* THE TASK: Find the string "dead" in the records. Copy each line that has it.

= = = = =

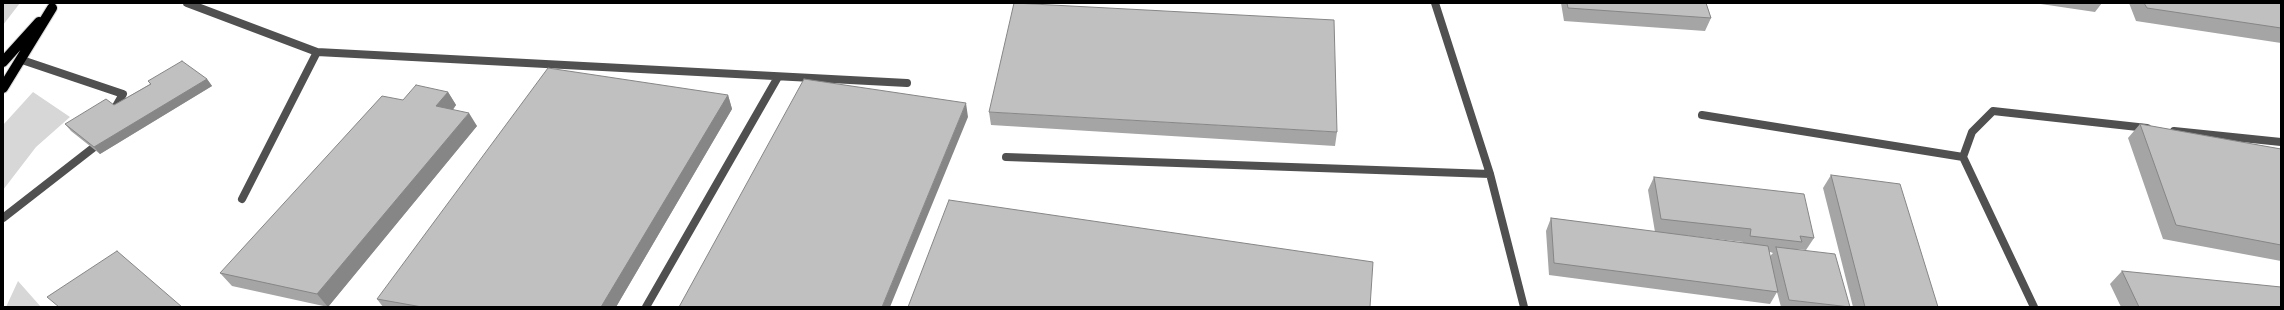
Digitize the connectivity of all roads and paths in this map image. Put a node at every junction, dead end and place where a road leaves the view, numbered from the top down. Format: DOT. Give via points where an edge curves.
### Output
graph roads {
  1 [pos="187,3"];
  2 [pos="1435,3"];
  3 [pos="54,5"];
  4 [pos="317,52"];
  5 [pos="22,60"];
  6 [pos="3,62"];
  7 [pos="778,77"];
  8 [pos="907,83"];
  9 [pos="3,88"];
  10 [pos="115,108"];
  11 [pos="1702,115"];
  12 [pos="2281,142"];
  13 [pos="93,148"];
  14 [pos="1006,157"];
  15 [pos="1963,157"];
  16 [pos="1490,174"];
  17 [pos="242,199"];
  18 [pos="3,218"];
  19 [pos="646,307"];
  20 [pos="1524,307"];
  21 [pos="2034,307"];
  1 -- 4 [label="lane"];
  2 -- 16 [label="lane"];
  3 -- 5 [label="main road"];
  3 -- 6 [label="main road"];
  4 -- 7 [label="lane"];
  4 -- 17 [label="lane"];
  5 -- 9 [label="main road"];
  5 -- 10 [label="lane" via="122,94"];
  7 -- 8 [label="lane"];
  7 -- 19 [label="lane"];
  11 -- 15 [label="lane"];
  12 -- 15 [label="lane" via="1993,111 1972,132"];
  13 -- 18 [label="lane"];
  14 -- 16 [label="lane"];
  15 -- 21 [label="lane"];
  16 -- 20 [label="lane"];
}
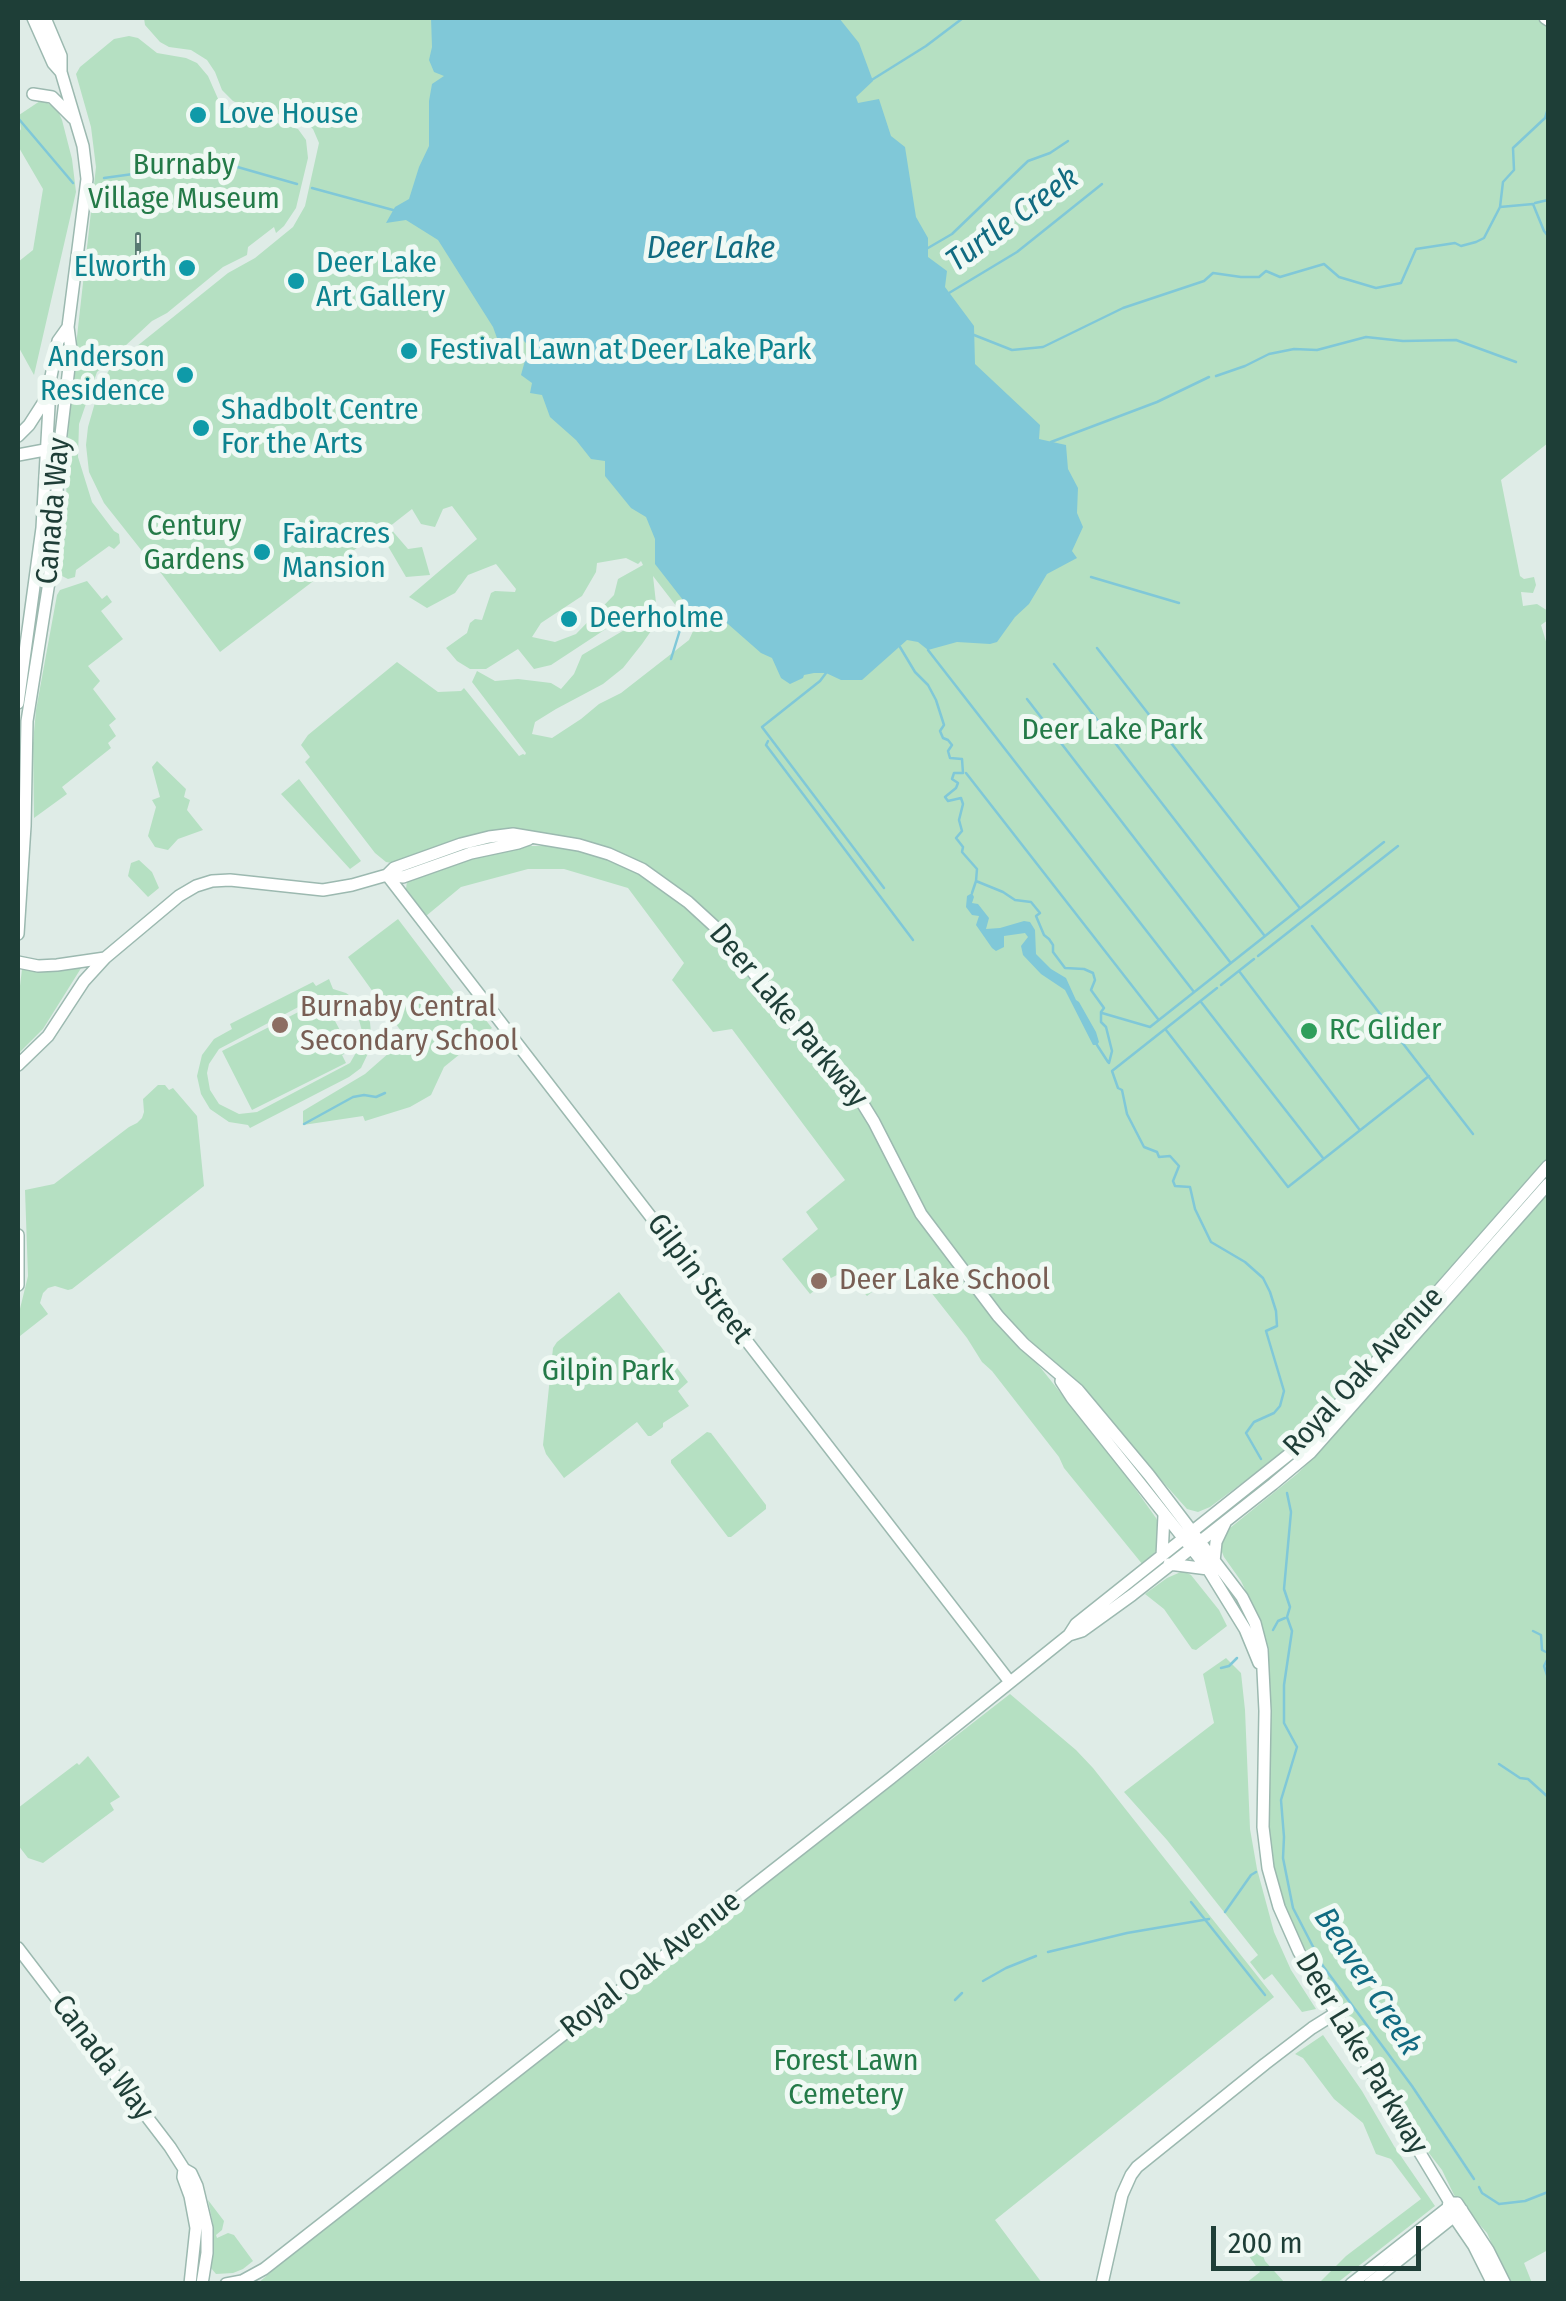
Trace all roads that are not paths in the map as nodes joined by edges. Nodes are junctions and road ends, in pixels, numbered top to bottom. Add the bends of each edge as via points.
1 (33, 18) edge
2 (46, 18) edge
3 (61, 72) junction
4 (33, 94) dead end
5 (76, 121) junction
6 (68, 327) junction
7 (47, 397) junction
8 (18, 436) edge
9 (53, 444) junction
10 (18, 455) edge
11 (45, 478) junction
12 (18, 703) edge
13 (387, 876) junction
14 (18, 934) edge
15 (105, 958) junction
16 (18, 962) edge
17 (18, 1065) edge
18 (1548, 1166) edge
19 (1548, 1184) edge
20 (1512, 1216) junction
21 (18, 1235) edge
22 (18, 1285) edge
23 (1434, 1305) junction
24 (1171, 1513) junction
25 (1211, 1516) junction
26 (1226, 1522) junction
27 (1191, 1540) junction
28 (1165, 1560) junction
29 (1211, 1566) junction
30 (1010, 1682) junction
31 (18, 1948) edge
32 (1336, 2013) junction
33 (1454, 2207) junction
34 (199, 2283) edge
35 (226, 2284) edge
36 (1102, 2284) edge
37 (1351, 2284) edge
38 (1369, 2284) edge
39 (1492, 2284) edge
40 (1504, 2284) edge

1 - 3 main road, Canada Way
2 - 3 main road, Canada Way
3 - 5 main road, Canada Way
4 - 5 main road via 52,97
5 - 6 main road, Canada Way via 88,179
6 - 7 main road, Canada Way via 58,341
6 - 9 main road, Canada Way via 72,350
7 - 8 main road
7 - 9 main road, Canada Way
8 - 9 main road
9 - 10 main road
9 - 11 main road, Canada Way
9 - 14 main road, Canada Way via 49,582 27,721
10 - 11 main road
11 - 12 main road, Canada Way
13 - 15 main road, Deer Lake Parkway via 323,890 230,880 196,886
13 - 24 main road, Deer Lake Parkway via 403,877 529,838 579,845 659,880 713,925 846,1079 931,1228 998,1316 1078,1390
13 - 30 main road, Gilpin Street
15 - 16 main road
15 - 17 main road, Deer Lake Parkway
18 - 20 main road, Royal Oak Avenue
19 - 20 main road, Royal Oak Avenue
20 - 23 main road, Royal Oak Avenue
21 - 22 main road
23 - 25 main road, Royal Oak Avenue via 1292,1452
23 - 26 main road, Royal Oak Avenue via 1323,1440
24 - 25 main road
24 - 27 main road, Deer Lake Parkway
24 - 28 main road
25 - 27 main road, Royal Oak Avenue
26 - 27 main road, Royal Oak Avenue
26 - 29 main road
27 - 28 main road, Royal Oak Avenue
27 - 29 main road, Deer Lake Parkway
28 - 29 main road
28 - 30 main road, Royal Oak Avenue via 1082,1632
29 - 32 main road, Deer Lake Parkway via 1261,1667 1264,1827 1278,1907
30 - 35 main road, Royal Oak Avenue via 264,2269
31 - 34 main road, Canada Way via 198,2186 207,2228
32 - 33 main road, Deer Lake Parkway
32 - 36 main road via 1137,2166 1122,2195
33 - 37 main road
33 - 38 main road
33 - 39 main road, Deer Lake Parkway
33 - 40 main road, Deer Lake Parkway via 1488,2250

= = = = =

* WRITTEN REPLY:
Digitize the connectivity of all roads and paths in this map image. Put a node at every junction, dead end and place where a road leaves the view, numbered from the top down. Format: DOT. Give via points where an edge curves.
4 (33, 94) dead end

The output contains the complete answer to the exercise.